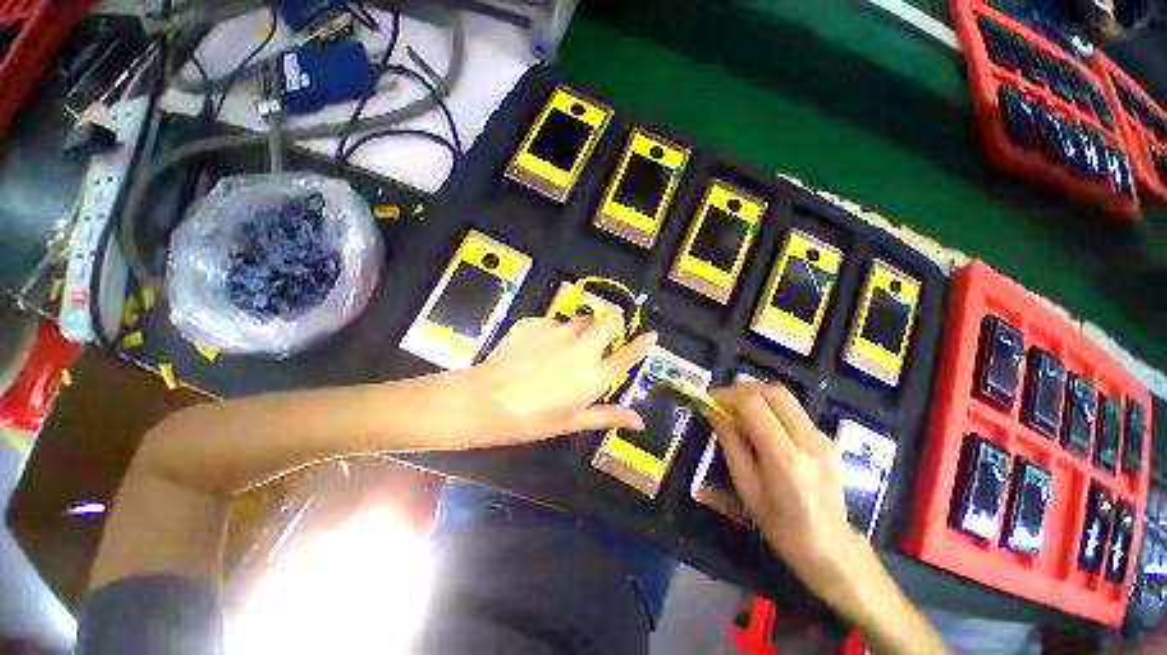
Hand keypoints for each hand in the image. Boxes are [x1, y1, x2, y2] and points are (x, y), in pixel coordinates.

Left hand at [459, 314, 655, 444]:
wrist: (484, 400)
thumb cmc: (532, 419)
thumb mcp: (572, 421)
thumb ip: (608, 416)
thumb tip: (640, 422)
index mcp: (594, 376)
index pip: (628, 355)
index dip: (642, 344)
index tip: (651, 336)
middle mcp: (582, 348)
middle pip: (610, 320)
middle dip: (611, 324)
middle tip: (599, 339)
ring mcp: (558, 331)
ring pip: (580, 319)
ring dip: (580, 329)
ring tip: (561, 348)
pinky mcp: (535, 322)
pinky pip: (552, 321)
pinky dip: (551, 332)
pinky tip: (534, 349)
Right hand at [706, 382, 948, 654]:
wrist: (830, 546)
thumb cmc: (780, 523)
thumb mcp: (745, 486)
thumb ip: (729, 443)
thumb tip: (712, 412)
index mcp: (785, 458)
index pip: (754, 405)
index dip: (728, 395)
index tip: (711, 399)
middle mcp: (808, 440)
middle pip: (773, 392)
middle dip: (743, 389)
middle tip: (724, 402)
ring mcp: (822, 437)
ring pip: (786, 396)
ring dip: (758, 395)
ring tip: (740, 410)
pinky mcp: (827, 438)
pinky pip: (794, 409)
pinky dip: (772, 406)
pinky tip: (762, 425)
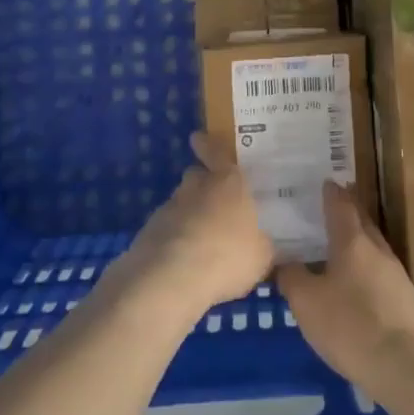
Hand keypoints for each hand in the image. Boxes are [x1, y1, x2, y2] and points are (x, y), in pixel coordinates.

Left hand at [119, 132, 275, 317]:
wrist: (171, 277)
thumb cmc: (227, 255)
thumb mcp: (262, 256)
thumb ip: (262, 244)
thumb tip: (264, 243)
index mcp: (228, 183)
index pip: (216, 152)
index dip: (208, 145)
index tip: (197, 137)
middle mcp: (197, 186)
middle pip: (197, 176)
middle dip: (204, 185)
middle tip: (216, 203)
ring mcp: (170, 206)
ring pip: (182, 202)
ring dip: (189, 214)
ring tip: (202, 240)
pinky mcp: (150, 230)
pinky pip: (167, 228)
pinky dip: (175, 237)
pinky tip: (184, 260)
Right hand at [277, 183, 413, 397]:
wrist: (407, 366)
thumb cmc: (351, 325)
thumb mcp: (307, 303)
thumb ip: (292, 278)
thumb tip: (285, 262)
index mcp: (352, 240)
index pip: (340, 204)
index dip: (330, 192)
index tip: (322, 181)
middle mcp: (376, 249)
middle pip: (360, 221)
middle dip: (345, 212)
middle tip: (325, 210)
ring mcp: (395, 274)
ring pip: (371, 247)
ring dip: (354, 243)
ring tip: (334, 247)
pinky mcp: (405, 300)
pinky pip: (378, 272)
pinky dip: (363, 269)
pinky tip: (352, 285)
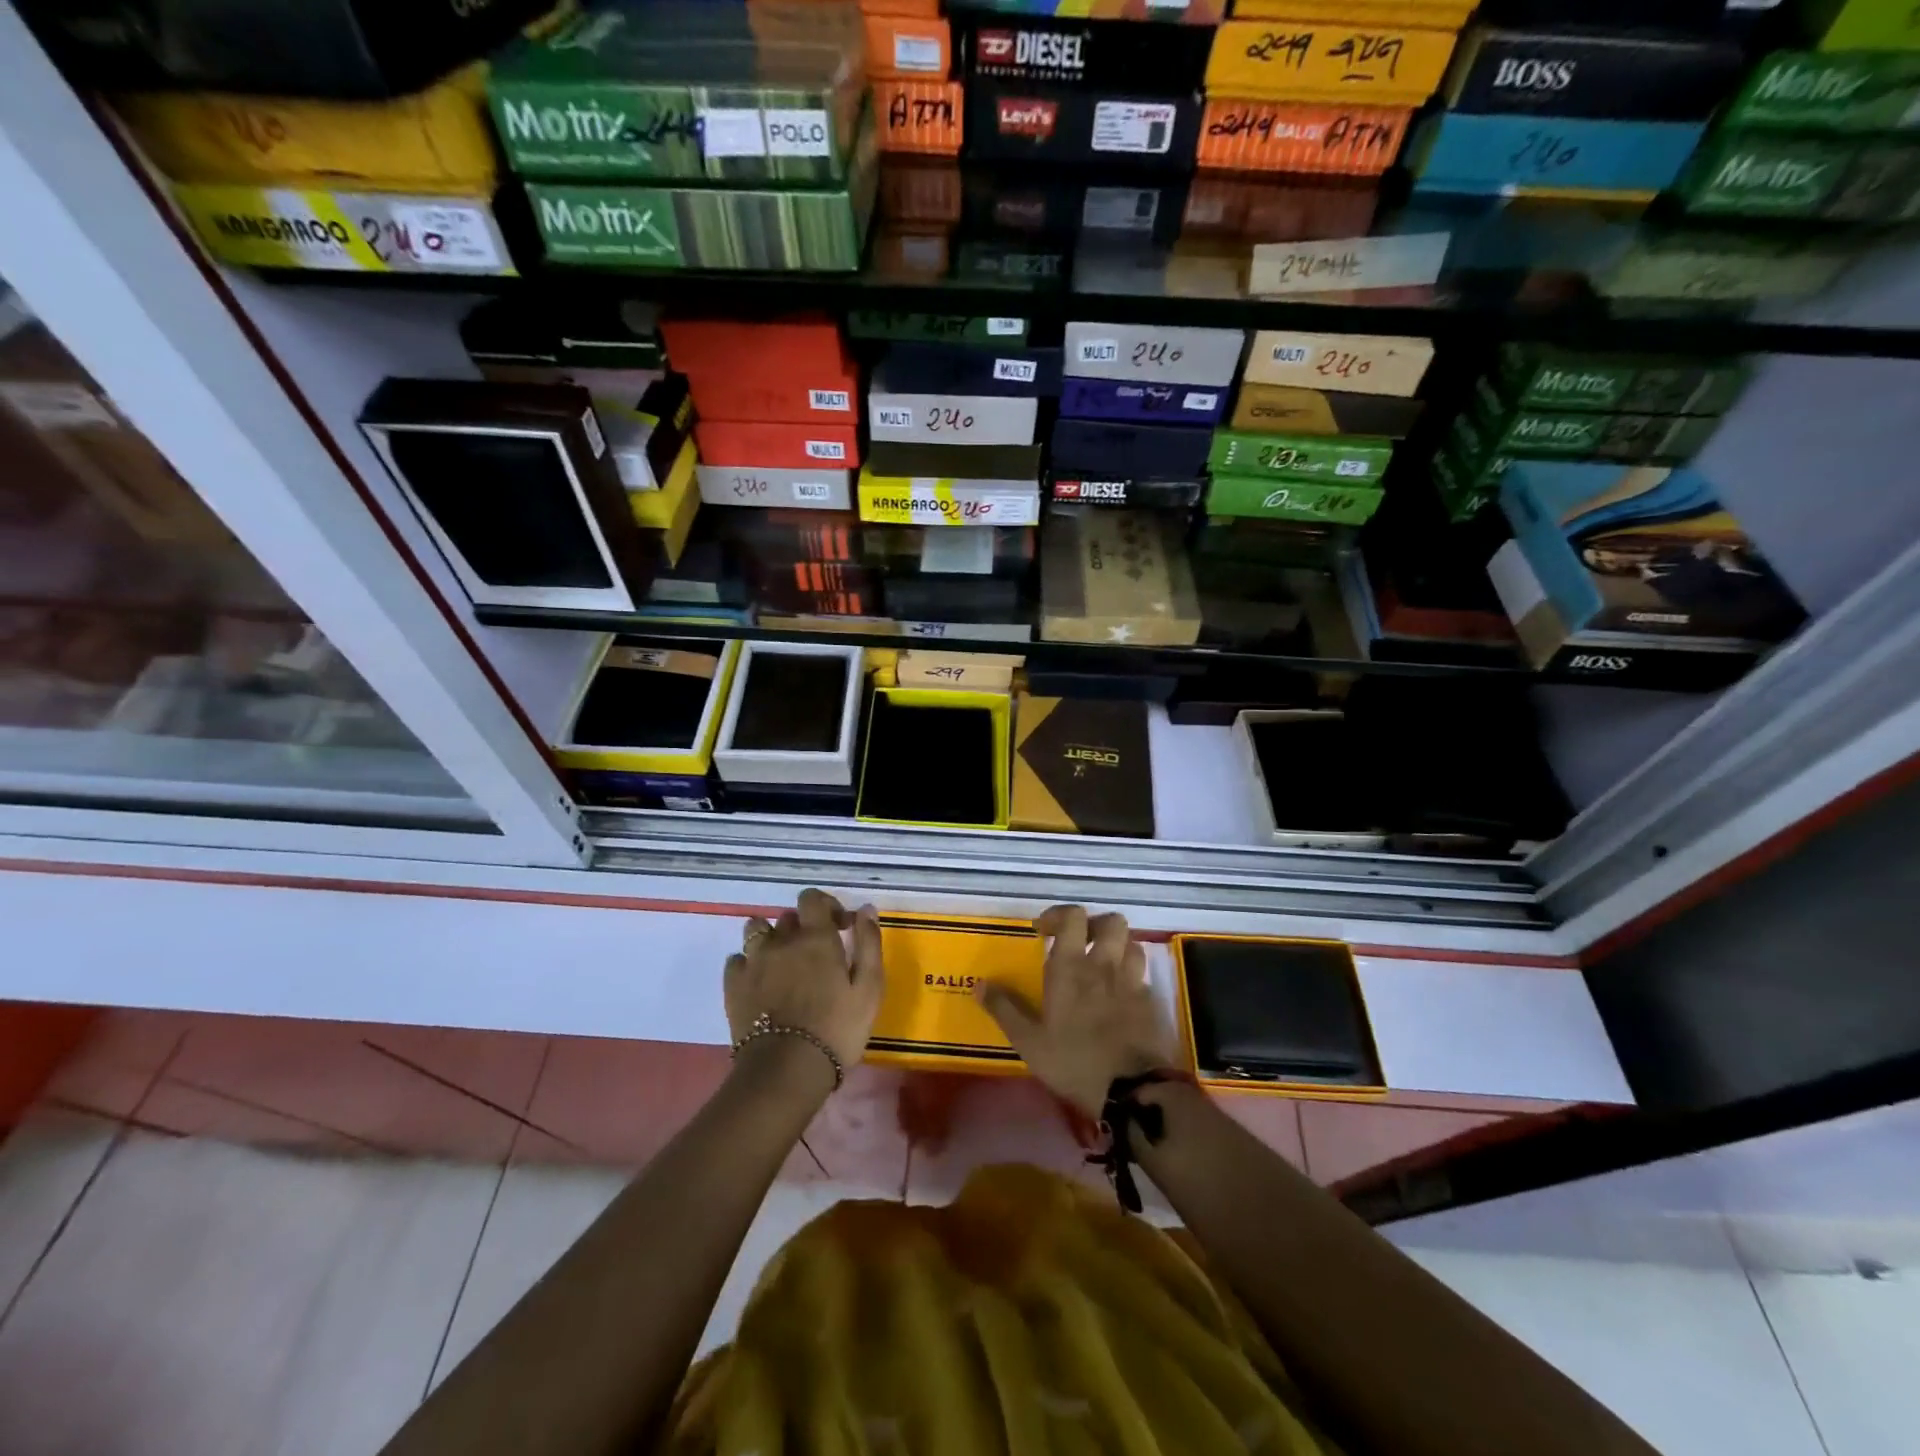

======

Activity. In repeating the entries, exclude the pictures and alter nothing else.

Response to this task.
Hand keypoints for each hand in the image. Boxes are [x1, y1, x2, y2] and points are (x, y), in pixel coordinates.

Left hand at [459, 314, 655, 444]:
wrist: (484, 400)
thumb cmc: (532, 419)
thumb mcp: (572, 421)
thumb ip: (608, 416)
thumb tip: (640, 422)
index mcp: (594, 376)
index pip: (628, 355)
index dip: (642, 344)
index tip: (651, 336)
middle mcp: (582, 348)
middle pip: (610, 320)
middle dip: (611, 324)
middle tip: (599, 339)
ring mcp: (558, 331)
ring pip: (580, 319)
ring dip: (580, 329)
ring tip: (561, 348)
pinky mcp: (535, 322)
pinky pip: (552, 321)
pinky dip: (551, 332)
pinky tip: (534, 349)
Right hand at [706, 382, 948, 654]:
wrist: (830, 546)
thumb cmc: (780, 523)
thumb mcp: (745, 486)
thumb ip: (729, 443)
thumb tip: (712, 412)
index mcp: (785, 458)
index pip: (754, 405)
index dip: (728, 395)
index tip: (711, 399)
middle mcp: (808, 440)
middle pip: (773, 392)
middle dip: (743, 389)
middle tip: (724, 402)
ring mcp: (822, 437)
ring pip: (786, 396)
ring dip: (758, 395)
ring tip: (740, 410)
pinky mcp: (827, 438)
pinky pip: (794, 409)
pinky dip: (772, 406)
pinky tip: (762, 425)
Hand keypoints for each hand in the image. Boxes are [x1, y1, x2, y2] and points are (x, y), in pixel coordinates.

Left hand at [119, 132, 275, 317]:
wrist: (171, 277)
thumb cmc: (227, 255)
thumb mcp: (262, 256)
thumb ip: (262, 244)
thumb tip: (264, 243)
index mcp: (228, 183)
index pip: (216, 152)
index dip: (208, 145)
index tip: (197, 137)
middle mcp: (197, 186)
middle pip: (197, 176)
middle dip: (204, 185)
middle tip: (216, 203)
ring mcp: (170, 206)
ring pip: (182, 202)
ring dip: (189, 214)
ring tip: (202, 240)
pinky mcp: (150, 230)
pinky pip: (167, 228)
pinky dip: (175, 237)
pinky tip: (184, 260)
Right hand at [277, 183, 413, 397]:
wrist: (407, 366)
thumb cmc: (351, 325)
thumb mcp: (307, 303)
thumb ip: (292, 278)
thumb tip: (285, 262)
index mcp: (352, 240)
index pip: (340, 204)
index dip: (330, 192)
index tip: (322, 181)
middle mcp: (376, 249)
middle pip: (360, 221)
middle dip: (345, 212)
middle tip: (325, 210)
ring mcp: (395, 274)
ring pip: (371, 247)
ring dip: (354, 243)
ring tip: (334, 247)
pinky mcp: (405, 300)
pinky pip: (378, 272)
pinky dip: (363, 269)
pinky tip: (352, 285)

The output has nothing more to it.